Some Hypoallergenic vacuum bags differ a great deal from non-hypoallergenic bags. Hypoallergenic bags often come in two pieces, an inner and outer bag. The inner bag (which captures the dirt) will be disposable and completely contained. Outer bags will sometimes take the place of a filter all together filtering out dust and allergens out of the air. Some modern hypoallergenic vacuum cleaners will use the two bag system with the outer bag made up of high-performance filtration material treated with antimicrobials to impede the growth of mold, bacteria and other parasites. A two bag system will still require a final HEPA filter to be able to comply with the standards of HEPA filtration. All good Hypo-allergenic systems are designed, not just to contain 99+% of containments (99.97% in the case of HEPA systems), but to clean the air while cleaning the floors, some, including water filter models, achieving retention of particles over 0.3 micrometer diameter of 99.99% (1 particle in 10,000 released).
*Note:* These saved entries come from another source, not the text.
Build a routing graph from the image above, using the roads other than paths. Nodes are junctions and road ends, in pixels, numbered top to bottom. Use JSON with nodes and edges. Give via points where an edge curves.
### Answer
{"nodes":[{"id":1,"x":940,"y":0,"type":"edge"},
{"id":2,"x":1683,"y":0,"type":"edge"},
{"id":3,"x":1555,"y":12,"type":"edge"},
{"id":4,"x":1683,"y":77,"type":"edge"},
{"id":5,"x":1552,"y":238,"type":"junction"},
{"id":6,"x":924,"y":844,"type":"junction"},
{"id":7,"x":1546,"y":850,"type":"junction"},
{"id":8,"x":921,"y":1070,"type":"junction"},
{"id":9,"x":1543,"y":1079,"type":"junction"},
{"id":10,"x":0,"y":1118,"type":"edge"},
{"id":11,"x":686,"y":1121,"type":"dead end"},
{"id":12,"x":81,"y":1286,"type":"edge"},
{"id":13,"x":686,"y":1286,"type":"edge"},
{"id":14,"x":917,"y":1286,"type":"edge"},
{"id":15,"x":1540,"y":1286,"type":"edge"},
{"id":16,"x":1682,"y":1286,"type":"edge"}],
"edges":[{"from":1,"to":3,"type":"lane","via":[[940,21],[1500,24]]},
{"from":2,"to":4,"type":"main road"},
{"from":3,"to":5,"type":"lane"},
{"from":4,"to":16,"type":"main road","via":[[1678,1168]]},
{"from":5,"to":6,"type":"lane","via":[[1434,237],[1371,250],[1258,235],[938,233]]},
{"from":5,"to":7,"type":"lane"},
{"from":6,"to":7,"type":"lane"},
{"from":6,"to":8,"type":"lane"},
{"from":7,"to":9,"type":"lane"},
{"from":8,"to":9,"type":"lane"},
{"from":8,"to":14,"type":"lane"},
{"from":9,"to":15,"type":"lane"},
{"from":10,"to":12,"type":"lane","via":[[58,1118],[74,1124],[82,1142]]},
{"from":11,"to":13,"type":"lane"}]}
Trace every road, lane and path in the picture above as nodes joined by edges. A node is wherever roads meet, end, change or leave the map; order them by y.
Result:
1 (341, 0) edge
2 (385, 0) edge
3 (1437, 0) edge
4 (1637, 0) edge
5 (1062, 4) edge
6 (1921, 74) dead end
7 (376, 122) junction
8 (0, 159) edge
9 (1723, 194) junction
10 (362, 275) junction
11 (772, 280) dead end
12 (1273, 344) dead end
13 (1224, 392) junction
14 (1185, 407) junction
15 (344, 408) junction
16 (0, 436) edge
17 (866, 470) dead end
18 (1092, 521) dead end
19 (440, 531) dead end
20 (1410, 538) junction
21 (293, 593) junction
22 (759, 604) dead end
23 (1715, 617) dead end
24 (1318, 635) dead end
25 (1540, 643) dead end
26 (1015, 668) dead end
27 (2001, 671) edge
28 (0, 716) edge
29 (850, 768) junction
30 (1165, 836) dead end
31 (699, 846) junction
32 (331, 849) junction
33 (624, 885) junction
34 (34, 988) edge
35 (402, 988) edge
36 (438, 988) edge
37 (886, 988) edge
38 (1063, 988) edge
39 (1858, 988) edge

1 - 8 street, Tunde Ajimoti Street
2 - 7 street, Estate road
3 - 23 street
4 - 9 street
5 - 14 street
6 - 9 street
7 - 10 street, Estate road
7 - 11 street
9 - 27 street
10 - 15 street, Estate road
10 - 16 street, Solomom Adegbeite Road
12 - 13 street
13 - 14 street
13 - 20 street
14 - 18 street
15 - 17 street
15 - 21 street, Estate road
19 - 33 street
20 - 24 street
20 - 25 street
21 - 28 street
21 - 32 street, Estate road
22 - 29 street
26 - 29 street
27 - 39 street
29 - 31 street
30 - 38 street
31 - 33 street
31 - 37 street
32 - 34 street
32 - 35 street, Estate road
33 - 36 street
HEPA filters alone are not enough for even the best vacuum cleaner to work effectively. Whether it’s bagged or bagless, a truly hypoallergenic vacuum requires that it have a completely sealed system. All intake air must pass through the dirt capture and filtration systems before it exits the vacuum, any leaks will allow dust and allergens to be ejected back into the air you breathe before the HEPA filter has a chance to do its job, meaning the system itself is no longer HEPA grade despite the presence of such a filter. However, some users who suffer from dust mite allergies, evidence a preference for bagless technology; as most of the dirt is trapped inside the chamber via the use of cyclonic technology, which is, by design, a potentially inherently cleaner technology.

Despite progress in filtration systems for vacuum cleaners, central vacuums that vent outdoors or into a nonliving space are preferable for individuals with allergies or asthma, because they prevent indoor emissions altogether.